## [Your task]
Repeat the entries exactly as they appear.

● ● ● ● ●

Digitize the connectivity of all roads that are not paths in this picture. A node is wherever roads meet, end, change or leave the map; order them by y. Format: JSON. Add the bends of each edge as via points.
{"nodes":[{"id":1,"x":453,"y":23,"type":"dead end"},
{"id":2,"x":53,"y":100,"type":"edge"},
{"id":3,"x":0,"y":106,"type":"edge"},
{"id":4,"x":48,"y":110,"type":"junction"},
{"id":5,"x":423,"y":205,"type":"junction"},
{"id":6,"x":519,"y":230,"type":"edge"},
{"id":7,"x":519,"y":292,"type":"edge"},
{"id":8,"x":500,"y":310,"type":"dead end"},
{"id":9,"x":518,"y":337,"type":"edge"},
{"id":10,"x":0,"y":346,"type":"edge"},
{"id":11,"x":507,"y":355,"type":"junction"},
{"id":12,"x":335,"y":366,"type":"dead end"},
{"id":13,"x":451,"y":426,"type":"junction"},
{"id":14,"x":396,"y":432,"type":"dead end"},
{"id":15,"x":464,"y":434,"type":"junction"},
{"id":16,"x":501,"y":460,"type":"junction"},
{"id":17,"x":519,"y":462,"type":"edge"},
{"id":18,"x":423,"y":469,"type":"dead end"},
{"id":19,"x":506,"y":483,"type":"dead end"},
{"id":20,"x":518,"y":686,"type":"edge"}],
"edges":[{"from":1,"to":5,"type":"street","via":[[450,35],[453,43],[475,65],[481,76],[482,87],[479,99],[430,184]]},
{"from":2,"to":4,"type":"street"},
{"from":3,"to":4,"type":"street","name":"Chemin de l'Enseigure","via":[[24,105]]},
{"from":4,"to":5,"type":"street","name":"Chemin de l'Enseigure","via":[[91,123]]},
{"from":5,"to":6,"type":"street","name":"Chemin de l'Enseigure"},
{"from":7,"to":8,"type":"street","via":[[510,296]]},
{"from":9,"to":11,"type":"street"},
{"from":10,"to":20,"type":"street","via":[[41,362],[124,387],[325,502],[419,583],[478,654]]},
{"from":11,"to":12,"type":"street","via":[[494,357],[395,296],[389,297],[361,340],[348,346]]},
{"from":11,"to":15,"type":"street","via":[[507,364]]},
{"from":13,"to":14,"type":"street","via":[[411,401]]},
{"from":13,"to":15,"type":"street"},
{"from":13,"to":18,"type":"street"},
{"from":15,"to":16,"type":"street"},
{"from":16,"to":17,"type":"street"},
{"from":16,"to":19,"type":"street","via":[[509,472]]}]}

● ● ● ● ●

## [Exercise solution]
Digitize the connectivity of all roads that are not paths in this picture. A node is wherever roads meet, end, change or leave the map; order them by y. Format: JSON. Add the bends of each edge as via points.
{"nodes":[{"id":1,"x":453,"y":23,"type":"dead end"},
{"id":2,"x":53,"y":100,"type":"edge"},
{"id":3,"x":0,"y":106,"type":"edge"},
{"id":4,"x":48,"y":110,"type":"junction"},
{"id":5,"x":423,"y":205,"type":"junction"},
{"id":6,"x":519,"y":230,"type":"edge"},
{"id":7,"x":519,"y":292,"type":"edge"},
{"id":8,"x":500,"y":310,"type":"dead end"},
{"id":9,"x":518,"y":337,"type":"edge"},
{"id":10,"x":0,"y":346,"type":"edge"},
{"id":11,"x":507,"y":355,"type":"junction"},
{"id":12,"x":335,"y":366,"type":"dead end"},
{"id":13,"x":451,"y":426,"type":"junction"},
{"id":14,"x":396,"y":432,"type":"dead end"},
{"id":15,"x":464,"y":434,"type":"junction"},
{"id":16,"x":501,"y":460,"type":"junction"},
{"id":17,"x":519,"y":462,"type":"edge"},
{"id":18,"x":423,"y":469,"type":"dead end"},
{"id":19,"x":506,"y":483,"type":"dead end"},
{"id":20,"x":518,"y":686,"type":"edge"}],
"edges":[{"from":1,"to":5,"type":"street","via":[[450,35],[453,43],[475,65],[481,76],[482,87],[479,99],[430,184]]},
{"from":2,"to":4,"type":"street"},
{"from":3,"to":4,"type":"street","name":"Chemin de l'Enseigure","via":[[24,105]]},
{"from":4,"to":5,"type":"street","name":"Chemin de l'Enseigure","via":[[91,123]]},
{"from":5,"to":6,"type":"street","name":"Chemin de l'Enseigure"},
{"from":7,"to":8,"type":"street","via":[[510,296]]},
{"from":9,"to":11,"type":"street"},
{"from":10,"to":20,"type":"street","via":[[41,362],[124,387],[325,502],[419,583],[478,654]]},
{"from":11,"to":12,"type":"street","via":[[494,357],[395,296],[389,297],[361,340],[348,346]]},
{"from":11,"to":15,"type":"street","via":[[507,364]]},
{"from":13,"to":14,"type":"street","via":[[411,401]]},
{"from":13,"to":15,"type":"street"},
{"from":13,"to":18,"type":"street"},
{"from":15,"to":16,"type":"street"},
{"from":16,"to":17,"type":"street"},
{"from":16,"to":19,"type":"street","via":[[509,472]]}]}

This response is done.